Tableau 1 : Distribution des dates d'achèvement des récits généalogiques de notre échantillon
Auteurs/
périodes
1 2 3 4 5 6 7 8 52 9 10 11 Total
1800/1850                     1814 1
1851/1900                 1892     1
1901/1950 1924 1941     1945     1918       4
1951/2000     1994 1988   1971 1983     1986   5

Notre échantillon montre donc 2 auteurs ayant achevé leur ouvrage au XIXe siècle, mais il faut ajouter qu'un 3e a commencé le sien à la fin du XIXe siècle, car son recueil est une suite de lettres dont la première fut datée de 1878 et la dernière de 1918. Les 9 autres auteurs ont mis un point final à leurs récits au XXe siècle, 4 pendant la première moitié et 5 durant la seconde moitié. Si l'on se réfère à leur naissance, nos auteurs se distribuent entre les années 1750 et 1920 (tableau 2).
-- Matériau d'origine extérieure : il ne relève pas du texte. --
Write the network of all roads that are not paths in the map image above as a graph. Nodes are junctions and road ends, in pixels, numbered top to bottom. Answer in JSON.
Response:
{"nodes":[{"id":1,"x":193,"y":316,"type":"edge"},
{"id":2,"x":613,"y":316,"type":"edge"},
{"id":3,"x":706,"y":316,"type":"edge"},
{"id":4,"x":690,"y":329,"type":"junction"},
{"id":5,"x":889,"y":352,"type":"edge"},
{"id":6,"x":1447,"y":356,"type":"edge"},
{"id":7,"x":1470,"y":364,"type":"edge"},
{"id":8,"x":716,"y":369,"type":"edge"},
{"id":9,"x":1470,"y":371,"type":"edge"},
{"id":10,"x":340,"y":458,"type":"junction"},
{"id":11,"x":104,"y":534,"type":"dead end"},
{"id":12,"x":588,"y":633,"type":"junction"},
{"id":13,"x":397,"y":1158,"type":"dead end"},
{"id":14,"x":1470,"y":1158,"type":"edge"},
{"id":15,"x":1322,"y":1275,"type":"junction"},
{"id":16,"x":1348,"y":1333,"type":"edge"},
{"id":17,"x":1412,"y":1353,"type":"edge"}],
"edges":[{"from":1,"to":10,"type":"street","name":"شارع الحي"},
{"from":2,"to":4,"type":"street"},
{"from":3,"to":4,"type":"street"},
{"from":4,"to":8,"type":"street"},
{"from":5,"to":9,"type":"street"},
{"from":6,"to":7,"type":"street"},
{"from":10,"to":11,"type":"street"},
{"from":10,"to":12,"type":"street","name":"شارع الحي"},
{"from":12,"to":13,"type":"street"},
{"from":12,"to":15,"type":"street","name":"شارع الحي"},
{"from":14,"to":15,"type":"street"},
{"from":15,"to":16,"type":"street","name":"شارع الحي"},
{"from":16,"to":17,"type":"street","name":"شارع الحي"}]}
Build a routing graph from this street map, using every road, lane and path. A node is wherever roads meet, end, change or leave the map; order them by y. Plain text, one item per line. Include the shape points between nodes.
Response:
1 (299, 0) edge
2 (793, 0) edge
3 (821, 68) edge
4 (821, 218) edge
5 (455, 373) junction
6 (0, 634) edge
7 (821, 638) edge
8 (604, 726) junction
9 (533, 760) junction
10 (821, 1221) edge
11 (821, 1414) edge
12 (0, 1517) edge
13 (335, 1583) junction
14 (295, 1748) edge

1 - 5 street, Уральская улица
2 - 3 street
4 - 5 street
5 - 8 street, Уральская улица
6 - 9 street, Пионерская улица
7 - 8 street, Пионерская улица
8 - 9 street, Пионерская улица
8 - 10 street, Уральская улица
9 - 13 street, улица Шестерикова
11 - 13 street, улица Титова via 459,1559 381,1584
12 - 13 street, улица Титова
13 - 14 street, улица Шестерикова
Tableau 2 : Distribution des dates de naissance des auteurs des récits de notre échantillon
Auteurs/
périodes
1 2 3 4 5 6 7 8 9 10 11 Total
1750/1800                     1754 1
1801/1850               1849 1812     2
1851/1900 1863 1854     1886             3
1901/1950     1929 1914   1906 1909     1923   5

Un auteur est né dans la seconde moitié du XVIIIe siècle, 5 au XIXe et 5 dans la première moitié du XXe. Ainsi, eu égard à la naissance de nos auteurs, notre échantillon prend bien en compte plusieurs périodes malgré sa distribution inégale : il le fait suffisamment pour nous rendre compte si des différences entre les structures de nos récits ou les comportements de nos auteurs peuvent avoir quelques rapports avec les effets de contextes.

Notes
51.

. Les travaux menés par Yves Grafmeyer sur l'annuaire du Tout Lyon expliquent comment il faut comprendre le sens de la présence des familles qui y sont présentes. Voir (1992) Quand le Tout Lyon se compte, et (1993)“Les Lyonnais du Tout Lyon : une population auto-définie par l'interconnaissance et la parenté”, in Milieux et liens sociaux.

52.

. Si la publication de ce récit a eu lieu en 1977, l'écriture, elle s'est terminée en 1919. Il s'agissait avant sa publication d'une suite de lettres de l'auteur adressés à ses enfants. La première est datée de 1879. C'est le cas aussi de l'un des récits que nous avons mis de côté.